Pandemic-hit 2020 was not a great one for Acadia Realty Trust (NYSE: AKR), which ended up suspending its dividend for a time. With vaccines helping to get the economy back into gear, however, the dividend is back, and investors might be interested in this unique retail-focused real estate investment trust (REIT). Here are some things to consider before you jump aboard.
The core portfolio
The base of Acadia's portfolio is a core collection of owned retail assets. That sounds simple enough, but it needs a bit more of an explanation. Around 40% of this REIT's rents come from shopping centers, often anchored by grocery stores or other large retailers. This is a pretty well-understood asset class, and there are a lot of different competitors that operate in the space. However, the remaining 60% of Acadia's portfolio is a bit different.
About 40% of its rent comes from "street level" shopping in major metropolitan areas like New York, Chicago, Boston, and San Francisco, among others. Basically, it buys properties in key shopping corridors in big cities. The last 20% of rent comes from "urban" retail assets. This category is something of a mix of the other two, basically boiling down to shopping centers located in city environments (that's a simplification but directionally correct).
There's nothing inherently wrong with what Acadia owns, but it isn't your typical retail landlord. Some might find that appealing, since it would be hard to replace a property located on iconic Melrose Place in Los Angeles. But there are very different dynamics involved in owning such properties compared to a strip mall in a wealthy suburb. Indeed, Acadia doesn't have any control over what goes on around the individual assets it owns in these markets, and that increases risk to some degree.
The explore portfolio
This unique collection of retail assets is the main thing investors need to look at, but it's not the only thing. In addition to these owned properties, Acadia also creates partnerships that buy similar assets it describes as "out of favor" and looks to "add value" by fixing them up. This is a much riskier effort, which helps explain why the REIT doesn't want to take on the costs all by itself. Bringing in partners helps reduce both the up-front cost of a redevelopment project and the risk, even if it dilutes returns to some degree.
The benefit of the partnership structure was notable in 2020, when the partnerships took $85 million worth of asset write downs. Only around $20 million of that flowed through to Acadia. However, it's also worth noting that the REITs core portfolio didn't suffer anywhere near the same level of write downs (around $400,000). So the risk mitigation built into the partnership model is good, but it doesn't completely shield investors from the inherent risks of such investments.
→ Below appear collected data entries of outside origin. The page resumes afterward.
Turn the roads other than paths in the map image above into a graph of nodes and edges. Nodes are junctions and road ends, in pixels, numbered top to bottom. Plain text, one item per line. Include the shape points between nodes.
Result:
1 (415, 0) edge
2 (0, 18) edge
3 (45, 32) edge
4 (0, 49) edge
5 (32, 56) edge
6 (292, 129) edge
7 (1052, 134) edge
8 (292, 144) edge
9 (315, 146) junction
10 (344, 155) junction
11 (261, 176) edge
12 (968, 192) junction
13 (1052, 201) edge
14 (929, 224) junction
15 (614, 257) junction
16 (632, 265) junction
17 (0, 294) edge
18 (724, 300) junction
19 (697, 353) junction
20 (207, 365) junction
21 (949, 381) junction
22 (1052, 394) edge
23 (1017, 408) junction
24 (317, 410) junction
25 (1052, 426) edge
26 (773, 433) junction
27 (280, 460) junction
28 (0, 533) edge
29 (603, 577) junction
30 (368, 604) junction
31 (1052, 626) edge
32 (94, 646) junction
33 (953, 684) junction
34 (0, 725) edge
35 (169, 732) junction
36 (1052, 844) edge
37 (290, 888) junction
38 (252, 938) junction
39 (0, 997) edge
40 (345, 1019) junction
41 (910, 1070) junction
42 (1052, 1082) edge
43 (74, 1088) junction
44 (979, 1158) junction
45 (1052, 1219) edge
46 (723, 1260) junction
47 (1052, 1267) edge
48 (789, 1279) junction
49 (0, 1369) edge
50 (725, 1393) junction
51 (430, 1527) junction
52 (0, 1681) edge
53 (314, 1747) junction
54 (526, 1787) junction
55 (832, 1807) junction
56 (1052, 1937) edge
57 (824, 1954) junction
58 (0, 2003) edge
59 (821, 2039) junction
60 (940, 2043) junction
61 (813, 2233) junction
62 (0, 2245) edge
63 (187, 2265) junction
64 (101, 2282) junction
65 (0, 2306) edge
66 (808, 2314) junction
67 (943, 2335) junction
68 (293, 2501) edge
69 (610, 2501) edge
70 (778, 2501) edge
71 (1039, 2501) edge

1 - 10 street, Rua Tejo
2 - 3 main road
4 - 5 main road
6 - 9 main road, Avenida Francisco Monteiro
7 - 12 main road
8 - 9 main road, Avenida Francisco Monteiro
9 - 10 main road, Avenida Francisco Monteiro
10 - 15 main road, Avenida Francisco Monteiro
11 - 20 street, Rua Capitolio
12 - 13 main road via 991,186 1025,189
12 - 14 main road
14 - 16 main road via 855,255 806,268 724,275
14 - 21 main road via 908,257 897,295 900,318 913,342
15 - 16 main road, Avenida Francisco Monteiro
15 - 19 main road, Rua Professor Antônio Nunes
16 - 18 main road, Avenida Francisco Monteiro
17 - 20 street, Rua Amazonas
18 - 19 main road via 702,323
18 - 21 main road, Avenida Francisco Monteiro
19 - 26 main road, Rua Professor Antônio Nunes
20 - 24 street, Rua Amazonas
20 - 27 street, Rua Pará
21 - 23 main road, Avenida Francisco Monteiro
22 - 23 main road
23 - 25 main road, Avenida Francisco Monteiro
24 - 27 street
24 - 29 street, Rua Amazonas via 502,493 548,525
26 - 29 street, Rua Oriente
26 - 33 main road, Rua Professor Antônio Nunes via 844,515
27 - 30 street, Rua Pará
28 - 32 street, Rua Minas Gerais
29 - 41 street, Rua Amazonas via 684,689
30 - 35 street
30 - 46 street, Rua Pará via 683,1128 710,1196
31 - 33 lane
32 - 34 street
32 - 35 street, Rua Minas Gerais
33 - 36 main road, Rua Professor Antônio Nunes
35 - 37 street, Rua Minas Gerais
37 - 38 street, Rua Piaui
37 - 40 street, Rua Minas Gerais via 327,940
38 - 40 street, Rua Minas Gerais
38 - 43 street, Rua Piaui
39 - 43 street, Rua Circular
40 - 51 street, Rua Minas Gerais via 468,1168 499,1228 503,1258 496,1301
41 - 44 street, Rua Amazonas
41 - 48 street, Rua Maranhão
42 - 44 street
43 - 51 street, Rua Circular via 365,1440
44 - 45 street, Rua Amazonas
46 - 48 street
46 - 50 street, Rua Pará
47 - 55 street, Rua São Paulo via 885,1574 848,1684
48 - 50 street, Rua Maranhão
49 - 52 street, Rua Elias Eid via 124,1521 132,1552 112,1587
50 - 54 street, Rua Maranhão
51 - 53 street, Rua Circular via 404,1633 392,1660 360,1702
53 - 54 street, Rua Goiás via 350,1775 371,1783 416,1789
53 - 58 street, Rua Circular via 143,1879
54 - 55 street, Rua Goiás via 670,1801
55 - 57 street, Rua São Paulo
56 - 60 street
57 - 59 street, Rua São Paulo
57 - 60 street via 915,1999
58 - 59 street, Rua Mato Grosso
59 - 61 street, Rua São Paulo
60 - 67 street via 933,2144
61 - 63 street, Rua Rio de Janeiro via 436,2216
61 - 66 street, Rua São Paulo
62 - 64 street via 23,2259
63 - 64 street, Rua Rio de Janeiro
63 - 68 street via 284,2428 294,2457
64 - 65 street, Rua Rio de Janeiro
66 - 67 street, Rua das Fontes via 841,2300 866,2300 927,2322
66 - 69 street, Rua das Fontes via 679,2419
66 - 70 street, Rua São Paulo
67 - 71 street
When you combine this bit of the portfolio with the urban and street level aspects of the core portfolio, you start to get the feel that risk-averse dividend investors would probably be better off avoiding Acadia. Which brings the dividend back into the story, since the suspension in 2020 took the dividend from $0.29 per share per quarter down to zero. In fairness, 2020 was an uncertain time and this wasn't the only REIT to make a call like that.
However, when the dividend came back in 2021, it was set at $0.15 per share per quarter, roughly half the previous level. Adjusted funds from operations (FFO), a REIT metric similar to earnings for an industrial concern, was $0.25 per share in the first quarter, so there's ample support for the lower payment. But it's worth noting that a return to the previous distribution would have pushed the adjusted FFO payout ratio above 100%, so a cut was a necessity, not just a precaution. Maybe Acadia is back on track, which wouldn't be shocking given the rebounding U.S. economy; however, there are risks this rough patch revealed that shouldn't be ignored.
Buy it or not?
As already stated, risk-averse (and probably even moderate) investors will probably want to stay away from Acadia. There are just too many risks associated with its unique property approach and partnership investments. That said, with risk can also come reward. And that might entice more aggressive investors hoping that the U.S. economic upturn leads to material improvement in the REIT's core portfolio and, perhaps, enhanced opportunities on the partnership side of things. Just go in knowing what you're buying, since this is not a plain vanilla retail landlord by any stretch of the imagination.